__Assigned task__. Among the entries that follow, count the lines that contain the word "ends" and say how many there are, writing nothing else.

::: Supplied material

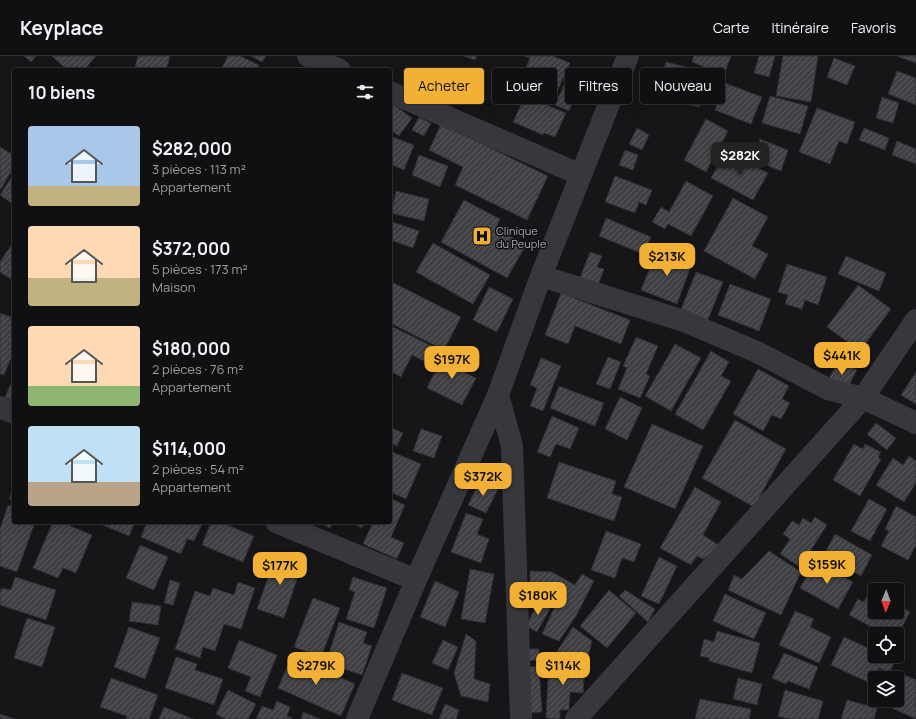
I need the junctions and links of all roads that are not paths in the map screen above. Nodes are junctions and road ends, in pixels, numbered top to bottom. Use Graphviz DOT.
graph roads {
  1 [pos="308,56"];
  2 [pos="628,56"];
  3 [pos="335,68"];
  4 [pos="392,93"];
  5 [pos="581,175"];
  6 [pos="541,276"];
  7 [pos="916,320"];
  8 [pos="498,395"];
  9 [pos="863,398"];
  10 [pos="0,407"];
  11 [pos="12,412"];
  12 [pos="916,423"];
  13 [pos="281,524"];
  14 [pos="416,580"];
  15 [pos="357,719"];
  16 [pos="521,719"];
  17 [pos="576,719"];
  1 -- 3 [label="street"];
  2 -- 5 [label="street"];
  4 -- 5 [label="street"];
  5 -- 6 [label="street"];
  6 -- 8 [label="street"];
  6 -- 9 [label="street"];
  7 -- 9 [label="street"];
  8 -- 14 [label="street"];
  8 -- 16 [label="street"];
  9 -- 12 [label="street"];
  9 -- 17 [label="street"];
  10 -- 11 [label="street"];
  13 -- 14 [label="street"];
  14 -- 15 [label="street"];
}
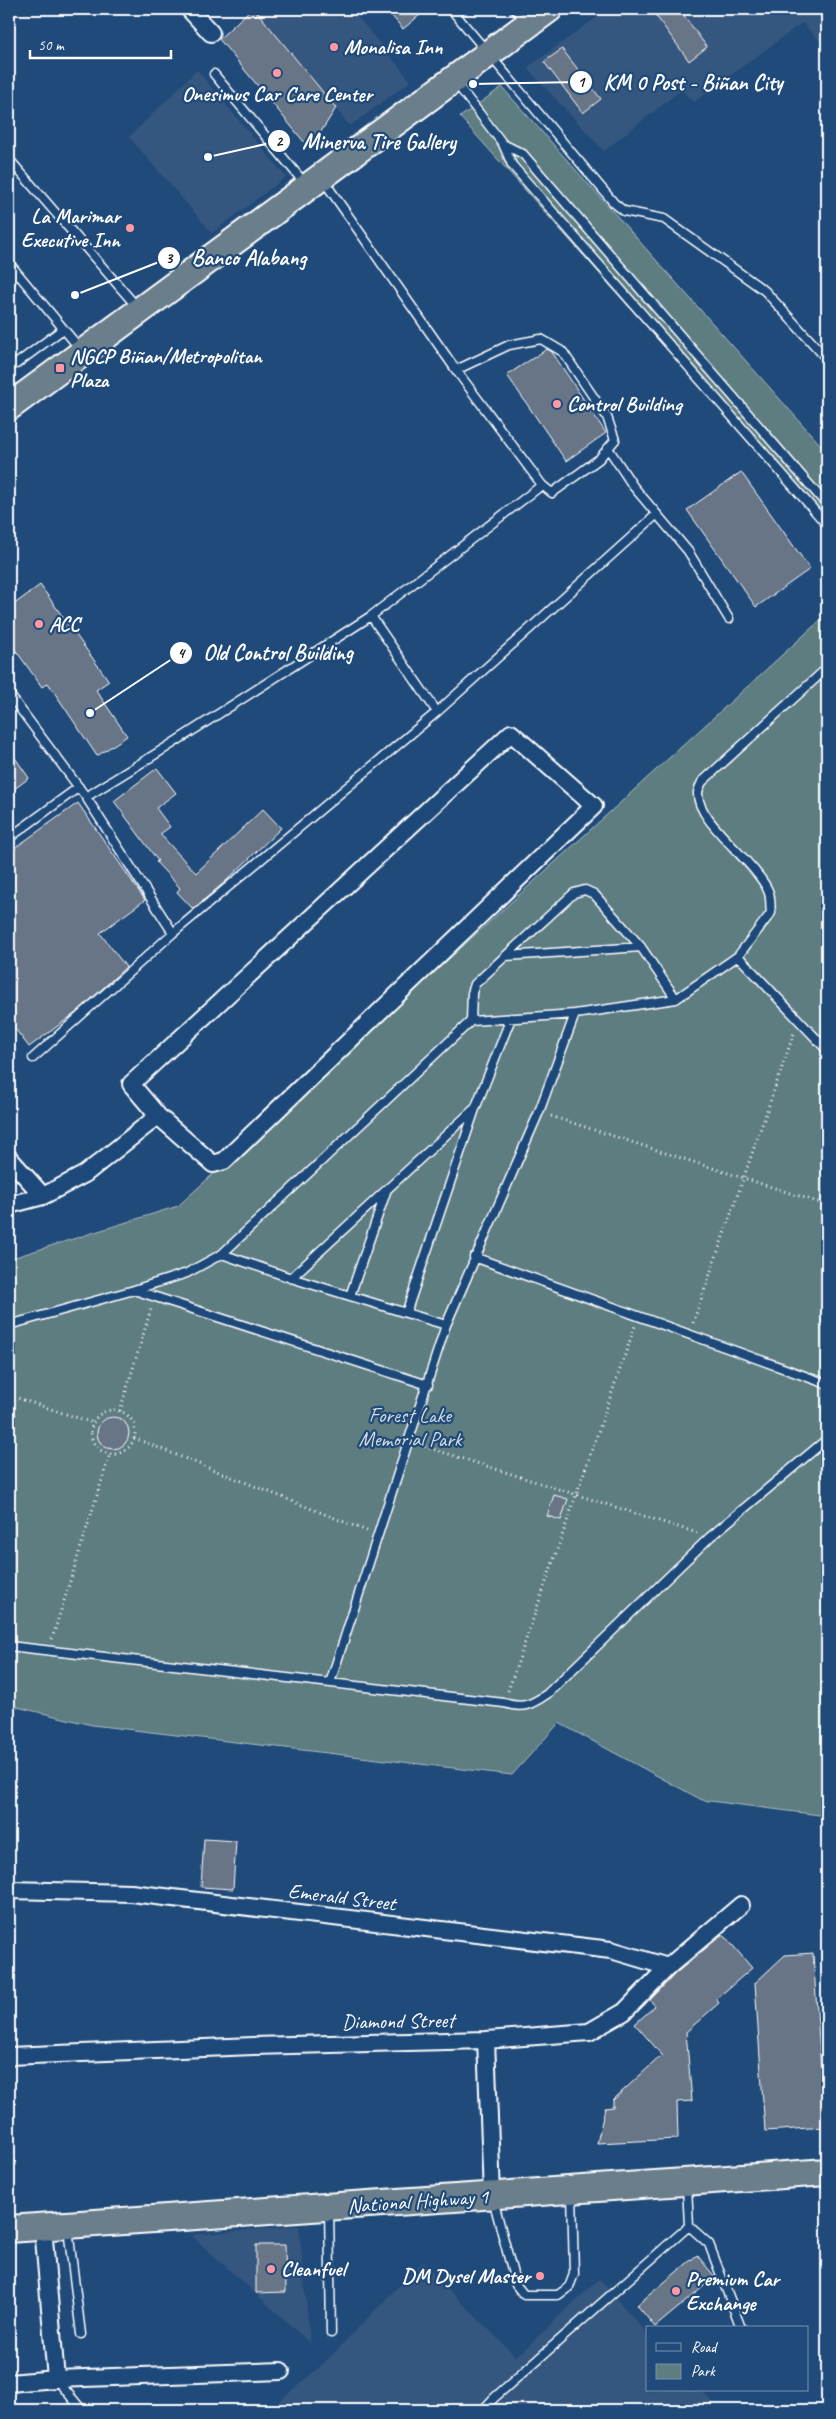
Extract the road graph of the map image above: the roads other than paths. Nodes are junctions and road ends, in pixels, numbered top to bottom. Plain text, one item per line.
1 (188, 9) edge
2 (452, 9) edge
3 (532, 13) edge
4 (211, 33) dead end
5 (488, 54) junction
6 (214, 74) dead end
7 (454, 79) junction
8 (503, 144) junction
9 (9, 159) edge
10 (314, 181) junction
11 (9, 263) edge
12 (17, 274) junction
13 (9, 281) edge
14 (139, 310) junction
15 (63, 329) junction
16 (82, 352) junction
17 (827, 359) edge
18 (9, 366) edge
19 (456, 370) junction
20 (9, 407) edge
21 (608, 448) junction
22 (542, 485) junction
23 (827, 505) edge
24 (656, 515) junction
25 (827, 525) edge
26 (371, 616) junction
27 (730, 619) dead end
28 (827, 668) edge
29 (9, 694) edge
30 (437, 712) junction
31 (78, 788) junction
32 (86, 797) junction
33 (9, 838) edge
34 (173, 933) junction
35 (641, 947) junction
36 (506, 956) junction
37 (738, 956) junction
38 (676, 1000) junction
39 (575, 1014) junction
40 (511, 1018) junction
41 (471, 1021) junction
42 (827, 1050) edge
43 (32, 1058) dead end
44 (475, 1109) junction
45 (158, 1116) junction
46 (9, 1158) edge
47 (387, 1190) junction
48 (43, 1196) junction
49 (9, 1205) edge
50 (222, 1254) junction
51 (474, 1257) junction
52 (291, 1278) junction
53 (134, 1290) junction
54 (350, 1296) junction
55 (406, 1313) junction
56 (446, 1325) junction
57 (9, 1326) edge
58 (827, 1384) edge
59 (428, 1385) junction
60 (827, 1439) edge
61 (9, 1646) edge
62 (330, 1683) junction
63 (9, 1890) edge
64 (741, 1905) dead end
65 (668, 1966) junction
66 (486, 2040) junction
67 (9, 2056) edge
68 (827, 2172) edge
69 (687, 2181) junction
70 (572, 2188) junction
71 (492, 2195) junction
72 (329, 2207) junction
73 (55, 2226) junction
74 (689, 2226) junction
75 (9, 2229) edge
76 (740, 2326) edge
77 (331, 2333) dead end
78 (81, 2334) dead end
79 (281, 2371) dead end
80 (56, 2379) junction
81 (9, 2383) edge
82 (82, 2410) edge
83 (483, 2410) edge

1 - 4 street
2 - 5 lane
3 - 5 highway
5 - 7 highway
5 - 17 lane
6 - 10 lane
7 - 8 lane
7 - 10 highway
8 - 23 lane
8 - 25 lane
9 - 14 lane
10 - 14 highway
10 - 19 lane
11 - 12 lane
12 - 13 lane
12 - 15 lane
14 - 16 highway
15 - 16 lane
15 - 18 lane
16 - 20 highway
19 - 21 lane
19 - 22 lane
21 - 22 lane
21 - 24 lane
22 - 26 lane
24 - 27 lane
24 - 30 lane
26 - 30 lane
26 - 32 lane
28 - 37 lane
29 - 31 lane
30 - 34 lane
31 - 32 lane
31 - 33 lane
32 - 34 lane
34 - 43 lane
35 - 36 lane
35 - 36 lane
35 - 38 lane
36 - 41 lane
37 - 38 lane
37 - 42 lane
38 - 39 lane
39 - 40 lane
39 - 51 lane
40 - 41 lane
40 - 44 lane
41 - 50 lane
44 - 47 lane
44 - 55 lane
45 - 45 street
45 - 48 street
46 - 48 street
47 - 52 lane
47 - 54 lane
48 - 49 street
50 - 52 lane
50 - 53 lane
51 - 56 lane
51 - 58 lane
52 - 54 lane
53 - 57 lane
53 - 59 lane
54 - 55 lane
55 - 56 lane
56 - 59 lane
59 - 62 lane
60 - 62 lane
61 - 62 lane
63 - 65 street, Emerald Street
64 - 65 street, Diamond Street
65 - 66 street, Diamond Street
66 - 67 street, Diamond Street
66 - 71 street
68 - 69 highway, National Highway 1
69 - 70 highway, National Highway 1
69 - 74 lane
70 - 71 highway, National Highway 1
70 - 71 lane
71 - 72 highway, National Highway 1
72 - 73 highway, National Highway 1
72 - 77 lane
73 - 75 highway, National Highway 1
73 - 78 lane
73 - 80 street
74 - 76 lane
74 - 83 lane
79 - 80 street
80 - 81 street
80 - 82 lane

::::::

__Exercise solution__. 2